"好きだよ"
今も呪いのように纏わりつく言葉。
何も無い空っぽの部屋で、彼女は幼い僕を抱き締めて事あるごとにそう言った。
あはは、嘘つき。
だってあなたは僕のことなんてこれっぽっちも見ていなかっただろう?
"あなたはあの人の子供だから"
彼女はそればっかりだった。
"いつかあの人が迎えに来てくれる"
最後まで、彼女の"あの人"は来なかった。
彼女の葬儀にさえ姿を見せなかった。
誰かに期待したら駄目なんだよ。
感情なんて一方通行。あちらとこちらは違う側。
好意に見返りを期待する方が間違っているんだ。
ずうっと、そう思っていたんだけどなぁ。
当時の彼女の年齢を追い越したと気付いた時、
久しぶりに墓石の前に立った。
簡単に掃除をして、花を供えて、線香に火を灯す。
ねぇ、あなたは僕を愛していましたか。
僕を憎んでいましたか。
それともそれだけの感情を持つ価値もありませんでしたか。
当然返事はなくて、ただぼんやり線香の煙が空に流れていくのを目で追っていた。
どれくらいの時間、その場にいたのかな。
迎えに来てくれた貴女の手が温かくて、いつも冷たい手をしているのは貴女の方なのに逆だなぁ、と思ったのを覚えている。
"桜"
夜桜のライトアップ。
綺麗だけど、過剰だとせっかくの花の色を潰しているようで残念な気持ちになる。
闇の中に白く浮き上がるような花明かりだけで十分なんだけどなぁ。
"君と"
君と共に、君を想って、君のために。
数多の物語、無数の楽曲や詩歌の中には、先人達が考えた"君"への言葉が綴られている。

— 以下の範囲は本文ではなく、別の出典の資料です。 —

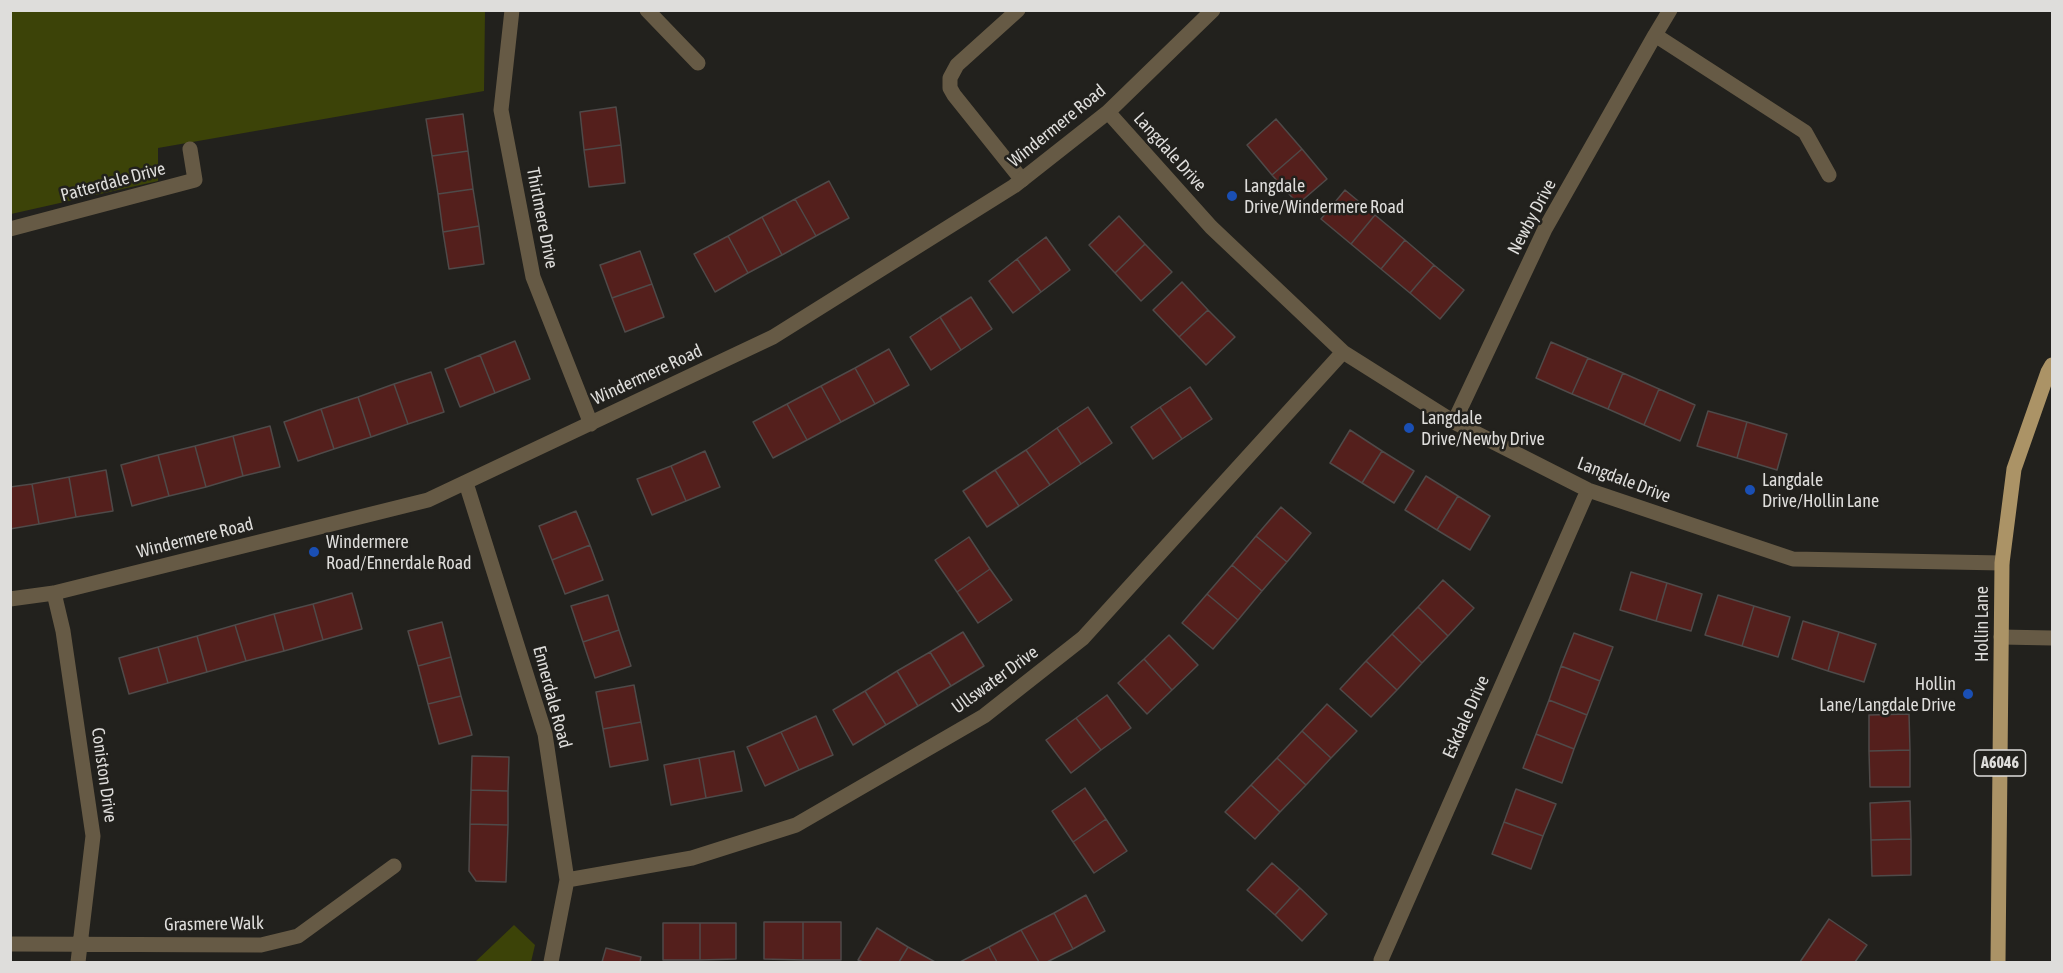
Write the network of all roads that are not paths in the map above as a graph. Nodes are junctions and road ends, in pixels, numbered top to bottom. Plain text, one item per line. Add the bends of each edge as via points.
1 (512, 10) edge
2 (647, 10) edge
3 (1018, 10) edge
4 (1213, 10) edge
5 (1670, 10) edge
6 (1655, 35) junction
7 (698, 63) dead end
8 (1108, 112) junction
9 (190, 149) dead end
10 (1830, 175) dead end
11 (1022, 180) junction
12 (10, 229) edge
13 (1343, 352) junction
14 (2052, 365) edge
15 (1454, 422) junction
16 (591, 424) junction
17 (466, 483) junction
18 (1588, 490) junction
19 (2002, 563) junction
20 (54, 593) junction
21 (10, 599) edge
22 (2001, 637) junction
23 (2052, 638) edge
24 (394, 866) dead end
25 (567, 880) junction
26 (10, 944) edge
27 (80, 945) junction
28 (1381, 960) dead end
29 (78, 963) edge
30 (551, 963) edge
31 (1998, 963) edge

1 - 16 street, Thirlmere Drive via 501,110 533,277
2 - 7 street
3 - 11 street via 957,64 950,88
4 - 8 street, Windermere Road
5 - 6 street, Newby Drive
6 - 10 street via 1805,132
6 - 15 street, Newby Drive via 1545,229
8 - 11 street, Windermere Road
8 - 13 street, Langdale Drive via 1211,227
9 - 12 street, Patterdale Drive via 195,180
11 - 16 street, Windermere Road via 773,338
13 - 15 street, Langdale Drive
13 - 25 street, Ullswater Drive via 1083,638 984,716 795,825 692,858
14 - 19 main road, Hollin Lane / A6046 via 2014,469
15 - 18 street, Langdale Drive
16 - 17 street, Windermere Road
17 - 20 street, Windermere Road via 428,500
17 - 25 street, Ennerdale Road via 545,734
18 - 19 street, Langdale Drive via 1793,559
18 - 28 street, Eskdale Drive
19 - 22 main road, Hollin Lane / A6046
20 - 21 street, Windermere Road
20 - 27 street, Coniston Drive via 93,836
22 - 23 street
22 - 31 main road, Hollin Lane / A6046
24 - 27 street, Grasmere Walk via 298,936 267,944
25 - 30 street, Ennerdale Road
26 - 27 street, Grasmere Walk
27 - 29 street, Coniston Drive

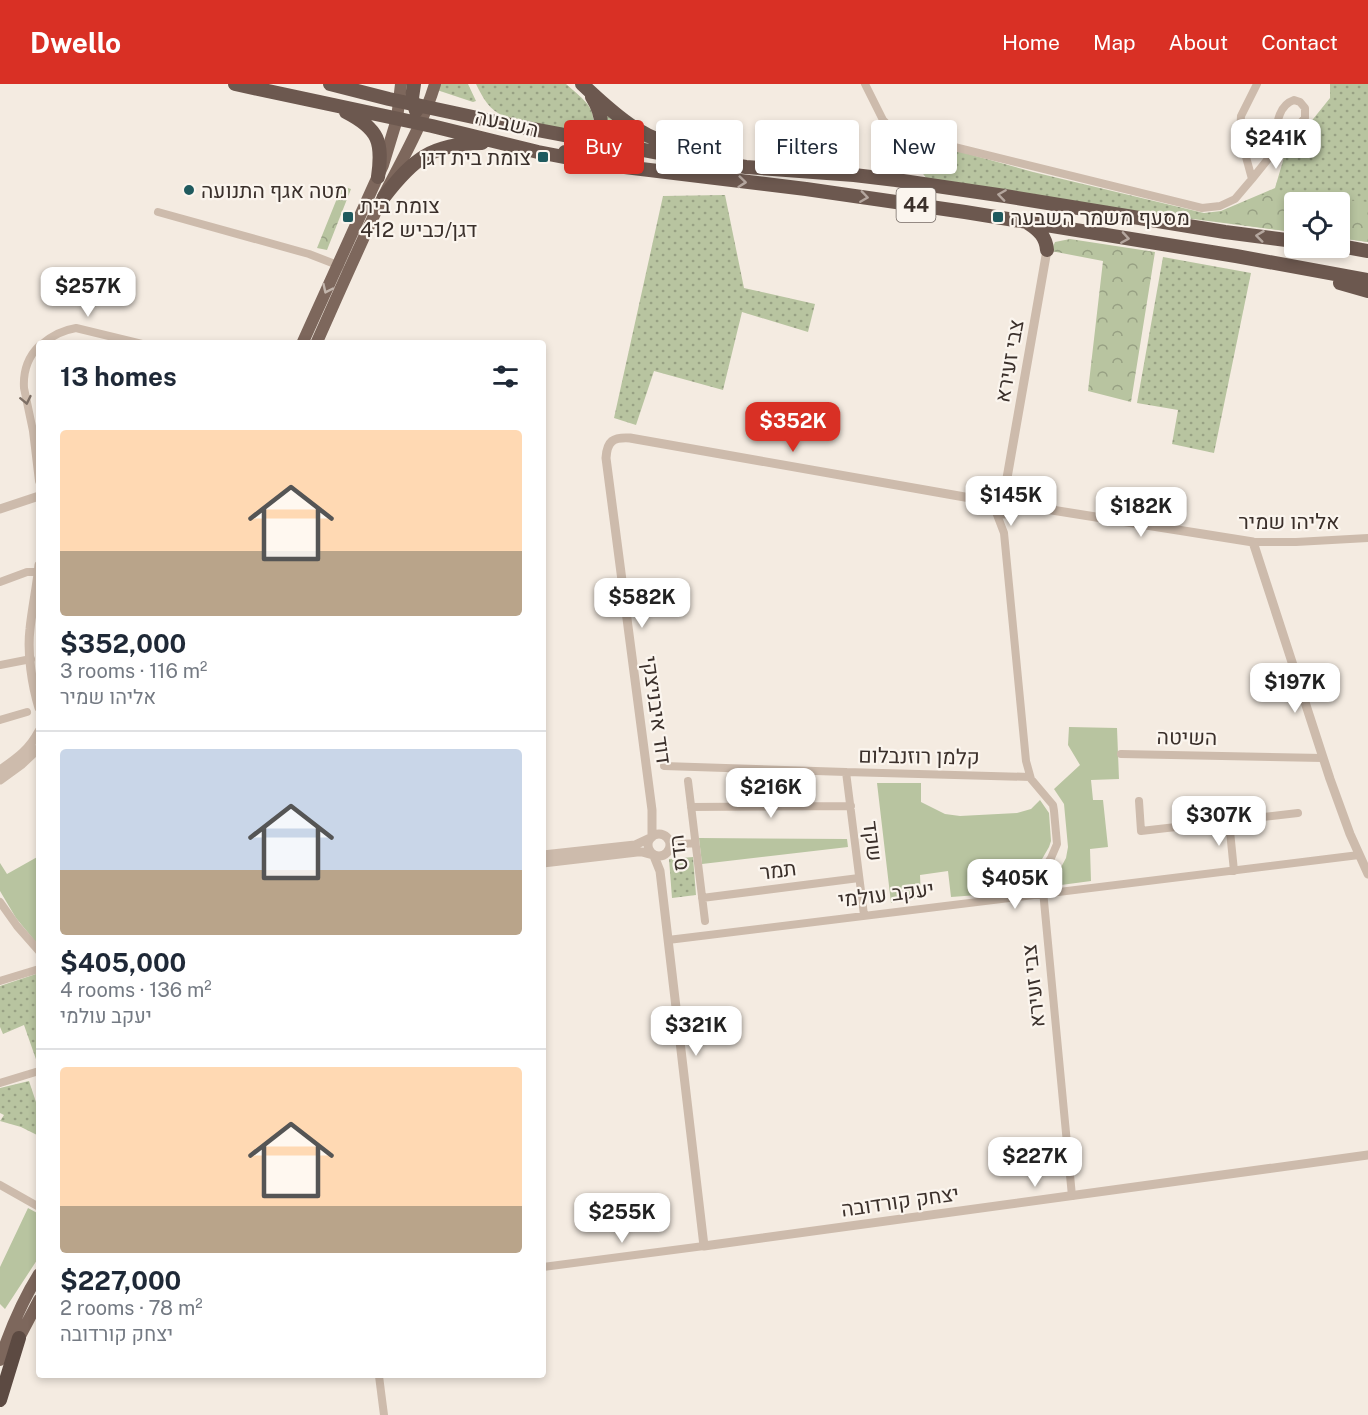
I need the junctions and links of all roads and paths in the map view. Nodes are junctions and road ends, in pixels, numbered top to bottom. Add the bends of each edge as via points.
1 (235, 84) edge
2 (369, 84) edge
3 (401, 84) edge
4 (414, 84) edge
5 (435, 84) edge
6 (866, 84) edge
7 (1257, 84) edge
8 (335, 85) edge
9 (584, 87) edge
10 (413, 104) junction
11 (330, 105) junction
12 (397, 119) junction
13 (601, 120) edge
14 (883, 120) edge
15 (419, 124) junction
16 (564, 135) edge
17 (497, 142) junction
18 (1280, 144) junction
19 (957, 148) edge
20 (644, 151) edge
21 (538, 152) junction
22 (564, 152) edge
23 (755, 163) edge
24 (755, 168) edge
25 (831, 174) edge
26 (378, 177) junction
27 (1252, 179) junction
28 (384, 196) junction
29 (158, 212) dead end
30 (1027, 222) junction
31 (1067, 229) junction
32 (1284, 239) edge
33 (1350, 248) edge
34 (1047, 250) junction
35 (1368, 251) edge
36 (1236, 256) junction
37 (344, 267) junction
38 (1368, 280) edge
39 (1368, 291) edge
40 (48, 340) edge
41 (126, 340) edge
42 (304, 340) edge
43 (317, 340) edge
44 (36, 350) edge
45 (36, 452) edge
46 (1007, 478) junction
47 (998, 494) junction
48 (1012, 496) junction
49 (36, 497) edge
50 (976, 499) junction
51 (1033, 507) junction
52 (0, 509) edge
53 (995, 510) junction
54 (1011, 511) junction
55 (1004, 533) junction
56 (1368, 538) edge
57 (1253, 542) junction
58 (36, 570) edge
59 (0, 582) edge
60 (36, 588) edge
61 (31, 659) junction
62 (0, 665) edge
63 (36, 692) edge
64 (27, 712) dead end
65 (0, 720) edge
66 (36, 736) edge
67 (36, 751) edge
68 (1121, 754) dead end
69 (1323, 758) junction
70 (664, 766) dead end
71 (0, 770) edge
72 (846, 772) junction
73 (1030, 777) junction
74 (0, 780) edge
75 (688, 781) dead end
76 (1139, 801) dead end
77 (850, 806) junction
78 (691, 807) junction
79 (652, 810) junction
80 (1298, 813) dead end
81 (1229, 821) junction
82 (664, 835) junction
83 (651, 838) junction
84 (695, 843) junction
85 (671, 845) junction
86 (546, 855) edge
87 (653, 855) junction
88 (666, 855) junction
89 (1359, 855) junction
90 (546, 863) edge
91 (660, 871) junction
92 (1234, 871) junction
93 (1368, 874) edge
94 (860, 878) junction
95 (1042, 894) junction
96 (702, 898) junction
97 (0, 902) edge
98 (864, 915) junction
99 (705, 921) dead end
100 (668, 940) junction
101 (36, 948) edge
102 (36, 970) edge
103 (0, 981) edge
104 (36, 1072) edge
105 (0, 1083) edge
106 (1368, 1155) edge
107 (0, 1185) edge
108 (1072, 1196) junction
109 (36, 1205) edge
110 (705, 1246) junction
111 (546, 1267) edge
112 (36, 1279) edge
113 (36, 1304) edge
114 (14, 1336) junction
115 (0, 1349) edge
116 (0, 1360) edge
117 (379, 1378) edge
118 (0, 1391) edge
119 (0, 1400) edge
120 (384, 1415) edge

1 - 11 highway, 44
2 - 8 highway
3 - 10 main road
4 - 10 highway
5 - 10 main road
6 - 14 street
7 - 27 street via 1241,116 1240,135
8 - 10 highway, 44
9 - 13 highway via 599,109
9 - 23 highway via 645,135 687,150
10 - 12 main road
10 - 15 highway
10 - 16 highway, השבעה / 44
11 - 12 highway, 44
11 - 26 highway via 373,131 380,152
12 - 15 highway, 44
12 - 26 main road
15 - 17 highway, השבעה / 44
15 - 28 main road
17 - 21 highway, השבעה / 44
17 - 28 highway via 465,143 434,151 409,167
18 - 18 street via 1305,118 1300,102 1294,100 1284,105 1275,137
18 - 27 street
19 - 27 street via 1202,208 1220,207 1235,199
20 - 24 highway, השבעה / 44
21 - 22 highway
21 -> 30 highway, השבעה / 44 via 624,168 806,189
32 -> 25 highway, השבעה / 44 via 896,180
26 - 37 main road
28 - 37 main road
29 - 37 street
30 - 31 highway, השבעה / 44
30 - 34 highway via 1042,235
31 - 34 highway via 1055,235
31 -> 36 highway, השבעה / 44
33 - 35 highway
34 - 46 street, צבי זעירא
36 - 38 highway, השבעה / 44
36 - 39 highway
37 -> 42 main road
37 - 43 main road
40 - 41 street via 76,328
44 -> 45 street via 23,377
46 - 47 street, צבי זעירא
46 - 48 street, צבי זעירא
47 - 48 street
47 - 50 street
47 - 53 street via 993,500
48 - 51 street, אליהו שמיר
48 - 54 street via 1015,504
49 - 52 street
50 - 53 street
50 - 79 street, דוד איבניצקי via 630,438 621,437 608,445 606,458
51 - 54 street, אליהו שמיר
51 - 57 street, אליהו שמיר
53 - 54 street via 1002,514
53 - 55 street, צבי זעירא
54 - 55 street, צבי זעירא
55 - 73 street, צבי זעירא
56 - 57 street, אליהו שמיר
57 - 69 street
58 - 59 street
60 - 61 street via 29,631
61 - 62 street
61 - 63 street
64 - 65 street
66 - 71 street via 17,759
67 - 74 street
68 - 69 street, השיטה
69 - 89 street
70 - 72 street, קלמן רוזנבלום
72 - 73 street, קלמן רוזנבלום
72 - 77 street, שקד
73 - 95 street, צבי זעירא via 1054,811 1057,844 1043,872
75 - 78 street, הדס
76 - 81 street via 1141,831
77 - 78 street
77 - 94 street, שקד
78 - 84 street, הדס
79 - 82 street, דוד איבניצקי
79 - 83 street, דוד איבניצקי
80 - 81 street
81 - 92 street
82 - 83 street
82 - 85 street
83 - 86 street via 635,845
83 - 87 street via 648,847
84 - 85 street
84 - 96 street, הדס
85 - 88 street
87 - 88 street
87 - 90 street via 637,852
87 - 91 street
88 - 91 street
89 - 92 street, יעקב עולמי
89 - 93 street
91 - 100 street
92 - 95 street, יעקב עולמי
94 - 96 street, תמר
94 - 98 street, שקד
95 - 98 street, יעקב עולמי
95 - 108 street, צבי זעירא
96 - 99 street, הדס
97 - 101 street
98 - 100 street, יעקב עולמי
100 - 110 street
102 - 103 street
104 - 105 street
106 - 108 street, יצחק קורדובה
107 - 109 street
108 - 110 street, יצחק קורדובה
110 - 111 street, יצחק קורדובה
112 - 114 main road
113 - 114 main road
114 - 115 main road
114 - 116 main road
114 - 118 main road
114 - 119 highway
117 - 120 street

世間には星の数ほど手本となるべき言葉が存在するはずなのに、それでも僕が貴女に伝えたい言葉にぴったり当てはまるものが見つからなくて、いつももどかしい思いをしていた。
"空に向かって"
今の季節から外れるけど、蓮が浮かんだ。
泥の中から空に向かって真っ直ぐに伸びる花。
神社仏閣で池一面に咲いていると迫力がある。
日の出と共に花が開き始め、午後にはほとんど閉じてしまうから、鑑賞するなら午前中がベスト。
葉の上を丸い水滴が転がる様子、実際のロータス効果が見られるのも良い。
去年は気付いた時には時期が過ぎていたから、今年は鑑賞できたらいいんだけど。問題は休日に観に行く程の気力が残っているかどうかだな。
"はじめまして"
本屋に寄った際、懐かしいタイトルの本を発見して思わず手に取ってしまった。
昔と同じ内容だったら流し読みでいいと思ったけど。
単なる新装版じゃなくて、加筆修正を加えた完全版。
それは購入しちゃうでしょ。
筋書きを覚えている物語でも、はじめましての文章や以前と変わった言い回しを見つけると心が躍る。
文章のリズムが変わると、全体の大枠は同じでも色が違って見えるから面白い。
これだから本を読むのはやめられない。